Copy word for word, please, the lines of the entries below running from the one containing "pinky dip: (8, 317)" to the one containing "pinky tip: (279, 350)", both ends included.
[Excerpted data]
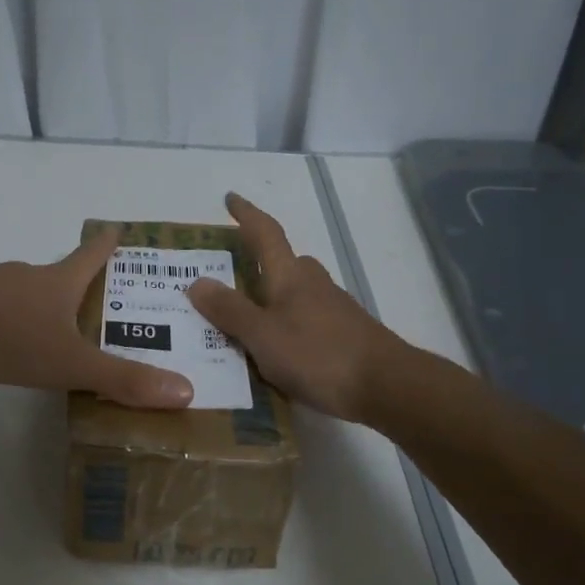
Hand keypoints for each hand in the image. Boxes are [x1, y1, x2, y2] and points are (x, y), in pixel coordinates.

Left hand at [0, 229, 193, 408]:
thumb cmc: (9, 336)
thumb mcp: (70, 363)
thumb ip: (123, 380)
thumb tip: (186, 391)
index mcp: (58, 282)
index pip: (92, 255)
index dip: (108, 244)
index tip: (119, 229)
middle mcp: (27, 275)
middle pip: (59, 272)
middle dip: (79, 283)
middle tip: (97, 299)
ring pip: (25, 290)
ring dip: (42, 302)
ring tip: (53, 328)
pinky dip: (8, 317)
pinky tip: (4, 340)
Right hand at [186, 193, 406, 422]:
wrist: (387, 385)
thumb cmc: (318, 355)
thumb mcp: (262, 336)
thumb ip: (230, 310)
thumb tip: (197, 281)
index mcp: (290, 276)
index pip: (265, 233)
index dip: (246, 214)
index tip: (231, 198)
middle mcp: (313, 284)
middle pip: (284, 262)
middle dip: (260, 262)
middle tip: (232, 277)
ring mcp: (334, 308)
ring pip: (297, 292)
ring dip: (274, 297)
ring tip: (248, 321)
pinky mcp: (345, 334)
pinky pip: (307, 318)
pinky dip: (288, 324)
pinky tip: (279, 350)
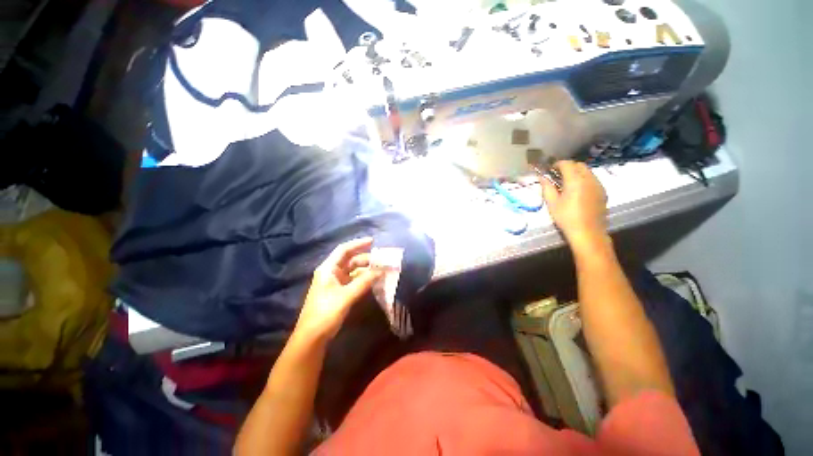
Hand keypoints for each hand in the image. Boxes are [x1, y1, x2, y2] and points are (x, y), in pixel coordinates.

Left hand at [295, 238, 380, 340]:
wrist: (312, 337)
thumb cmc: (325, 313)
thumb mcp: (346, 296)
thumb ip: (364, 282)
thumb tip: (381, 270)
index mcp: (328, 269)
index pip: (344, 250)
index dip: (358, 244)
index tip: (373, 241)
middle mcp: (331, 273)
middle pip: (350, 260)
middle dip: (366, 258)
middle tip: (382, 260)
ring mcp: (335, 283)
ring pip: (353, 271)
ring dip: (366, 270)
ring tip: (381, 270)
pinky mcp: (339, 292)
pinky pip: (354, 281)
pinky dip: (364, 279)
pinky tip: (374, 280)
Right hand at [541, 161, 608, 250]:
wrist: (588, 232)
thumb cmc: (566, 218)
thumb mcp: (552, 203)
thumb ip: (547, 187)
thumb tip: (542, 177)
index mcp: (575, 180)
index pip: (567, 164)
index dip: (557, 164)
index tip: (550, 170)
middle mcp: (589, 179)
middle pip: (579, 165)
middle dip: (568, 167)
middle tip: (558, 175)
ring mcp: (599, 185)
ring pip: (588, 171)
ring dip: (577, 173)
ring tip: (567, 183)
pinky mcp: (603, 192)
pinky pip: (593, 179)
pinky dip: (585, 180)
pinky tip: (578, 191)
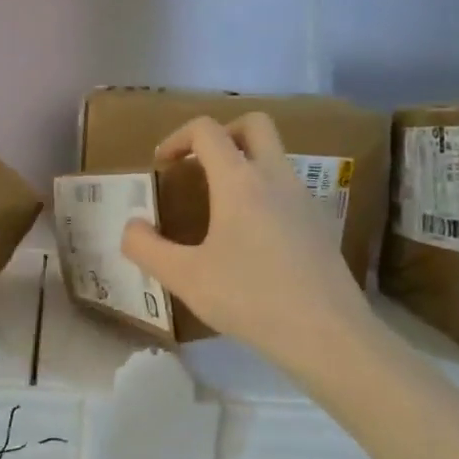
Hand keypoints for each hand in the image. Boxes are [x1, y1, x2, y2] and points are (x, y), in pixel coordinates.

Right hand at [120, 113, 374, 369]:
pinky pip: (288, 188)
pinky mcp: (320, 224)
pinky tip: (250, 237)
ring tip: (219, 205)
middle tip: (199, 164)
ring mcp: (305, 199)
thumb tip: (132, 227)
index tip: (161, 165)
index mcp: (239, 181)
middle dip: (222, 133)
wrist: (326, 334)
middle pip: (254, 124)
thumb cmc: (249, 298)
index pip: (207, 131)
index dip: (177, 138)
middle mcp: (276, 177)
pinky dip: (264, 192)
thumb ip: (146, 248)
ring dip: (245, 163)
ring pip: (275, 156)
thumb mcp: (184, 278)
[/Excerpted data]
**Exercise answer**
pinky dip: (8, 317)
pinky tip: (4, 340)
Right hand at [186, 193, 406, 422]:
wrist: (387, 385)
thumb cmc: (318, 355)
thumb mcp: (262, 336)
thumb ip: (230, 310)
thumb tip: (197, 281)
index mcp: (290, 276)
index pip: (265, 233)
index dip: (246, 214)
index tip: (231, 198)
middle mcp: (313, 284)
middle pip: (284, 262)
middle dip: (260, 262)
middle tip: (232, 277)
ring mcp: (334, 308)
ring pip: (297, 292)
ring dip: (274, 297)
ring tip: (248, 321)
pinky mcp: (345, 334)
pinky pip: (307, 318)
pinky dip: (288, 324)
pinky tip: (279, 350)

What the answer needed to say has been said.